PAWS is able to help hundreds of cats and dogs find new homes each year because of the generosity of its foster families. They provide temporary loving, caring, and safe environments for animals, as well as valuable feedback on animal behavior and health.
You do not need professional experience to become a PAWS foster parent. All it takes is a loving heart, basic knowledge about the type of animal you will foster, good observation skills, and a desire to help companion animals.
To apply to the PAWS Foster Program, you can print out and fill in the online application now and bring it to PAWS, or stop by PAWS to find out more about the program.
If you are interested in becoming a foster parent for orphaned kittens, please also fill out and print the following application addendum and submit it to PAWS along with your Foster Home Application:
Once completed, we would like to meet you and go over the application. Please visit us at our Adoption and Education Center at 1401 Trout Road in State College.
Foster Questions, Foster Answers
How long will I have my foster pet?
As a non-euthanasia shelter, PAWS works for as long as it takes to find permanent homes for its animals. That can mean a week, a month, or even a year. However, PAWS will make other living arrangements for animals when foster parents feel they are becoming too attached or they need a break.
How do people who want to adopt meet PAWS animals?
Each weekend, foster families bring their animals to the PAWS Adoption Center, with cat drop-off on Friday evenings or Saturday mornings and pickup on Sunday afternoons. Dogs are brought to the Center for showings. The Dog Foster Home Coordinator will let you know the dates and times of the showings.

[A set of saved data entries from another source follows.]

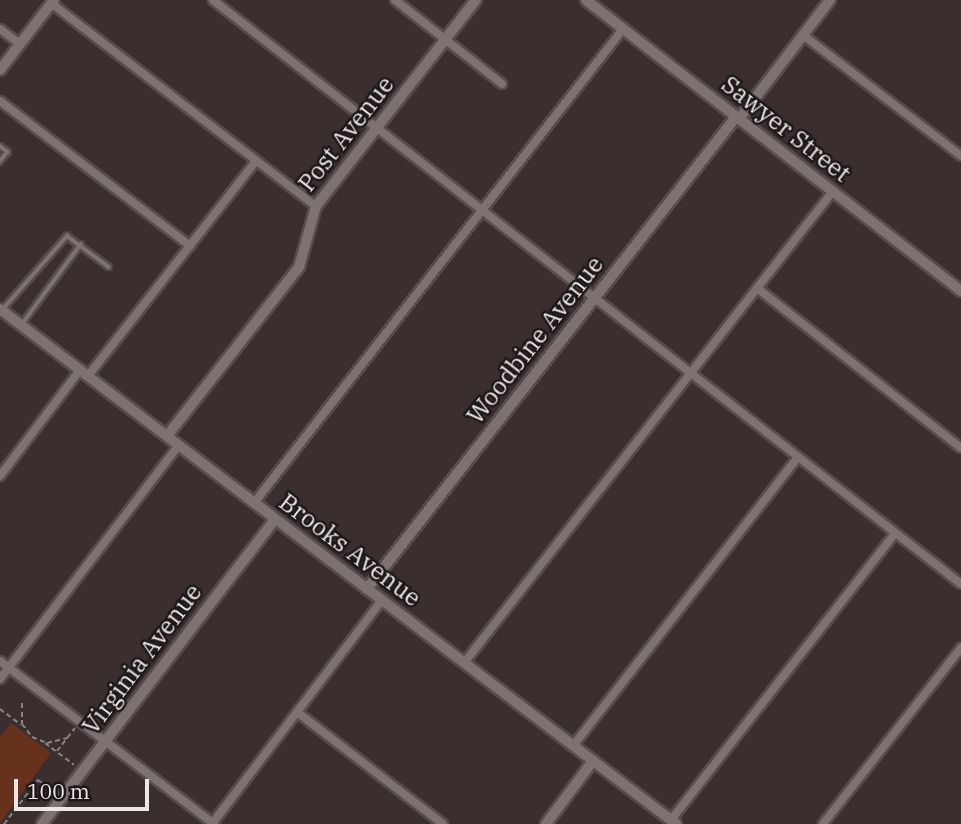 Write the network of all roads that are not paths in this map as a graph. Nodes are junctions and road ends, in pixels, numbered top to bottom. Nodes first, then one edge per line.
1 (213, 0) edge
2 (395, 0) edge
3 (476, 0) edge
4 (586, 0) edge
5 (52, 1) edge
6 (827, 1) edge
7 (0, 29) edge
8 (623, 29) junction
9 (803, 35) junction
10 (446, 40) junction
11 (20, 44) junction
12 (0, 70) edge
13 (502, 84) dead end
14 (0, 101) edge
15 (738, 118) junction
16 (377, 128) junction
17 (0, 146) edge
18 (961, 156) edge
19 (256, 161) junction
20 (0, 162) edge
21 (833, 191) junction
22 (316, 206) junction
23 (481, 209) junction
24 (81, 244) junction
25 (190, 246) junction
26 (109, 267) dead end
27 (757, 288) junction
28 (961, 291) edge
29 (595, 298) junction
30 (1, 310) edge
31 (21, 325) junction
32 (84, 373) junction
33 (691, 373) junction
34 (167, 436) junction
35 (179, 445) junction
36 (961, 448) edge
37 (798, 457) junction
38 (0, 476) edge
39 (254, 503) junction
40 (275, 519) junction
41 (895, 533) junction
42 (961, 584) edge
43 (368, 589) junction
44 (382, 600) junction
45 (961, 648) edge
46 (0, 661) edge
47 (464, 663) junction
48 (9, 667) junction
49 (0, 679) edge
50 (297, 712) junction
51 (106, 741) junction
52 (573, 746) junction
53 (593, 761) junction
54 (673, 822) edge
55 (42, 824) edge
56 (213, 824) edge
57 (443, 824) edge
58 (546, 824) edge
59 (823, 824) edge

1 - 16 street
2 - 10 street
3 - 10 street, Post Avenue
4 - 8 street, Sawyer Street
5 - 11 street
5 - 19 street
6 - 9 street, Woodbine Avenue
7 - 11 street
8 - 15 street, Sawyer Street
8 - 23 street
9 - 15 street, Woodbine Avenue
9 - 18 street
10 - 13 street
10 - 16 street, Post Avenue
11 - 12 street
14 - 25 street
15 - 21 street, Sawyer Street
15 - 29 street, Woodbine Avenue
16 - 22 street, Post Avenue
16 - 23 street
17 - 20 lane
19 - 22 street
19 - 25 street
21 - 27 street
21 - 28 street, Sawyer Street
22 - 34 street, Post Avenue
23 - 29 street
23 - 39 street
24 - 26 lane
24 - 30 lane
24 - 31 lane
25 - 32 street
27 - 33 street
27 - 36 street
29 - 33 street
29 - 43 street, Woodbine Avenue
30 - 31 street, Brooks Avenue
31 - 32 street, Brooks Avenue
32 - 34 street, Brooks Avenue
32 - 38 street
33 - 37 street
33 - 47 street
34 - 35 street, Brooks Avenue
35 - 39 street, Brooks Avenue
35 - 48 street
37 - 41 street
37 - 52 street
39 - 40 street, Brooks Avenue
40 - 43 street, Brooks Avenue
40 - 51 street, Virginia Avenue
41 - 42 street
41 - 54 street
43 - 44 street, Brooks Avenue
44 - 47 street, Brooks Avenue
44 - 50 street
45 - 59 street
46 - 48 street
47 - 52 street, Brooks Avenue
48 - 49 street
48 - 51 street
50 - 56 street
50 - 57 street
51 - 55 street, Virginia Avenue
51 - 56 street
52 - 53 street, Brooks Avenue
53 - 54 street, Brooks Avenue
53 - 58 street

Can I select my foster animal?
You decide what type of animal your home and lifestyle can manage, with the option of specifying size, sex, breed, and other characteristics.
Can I foster more than one animal at a time?
PAWS limits the number of foster animals in the house to two adults or one litter of kittens or puppies and their mother.
Can foster families have other pets?
Yes, as long as all pets in a foster home are spayed or neutered with all the necessary vaccinations. For cats, that includes rabies, distemper, and Feline Leukemia. For dogs: distemper, rabies, parvo, and bordetella.
Is it hard to let them go?
Of course, but it's rewarding to know that you've made a difference in the life of an animal. At any given time there can be between 100 and 200 cats and 20 to 30 dogs waiting to become PAWS animals. With more foster families, PAWS can help even more animals.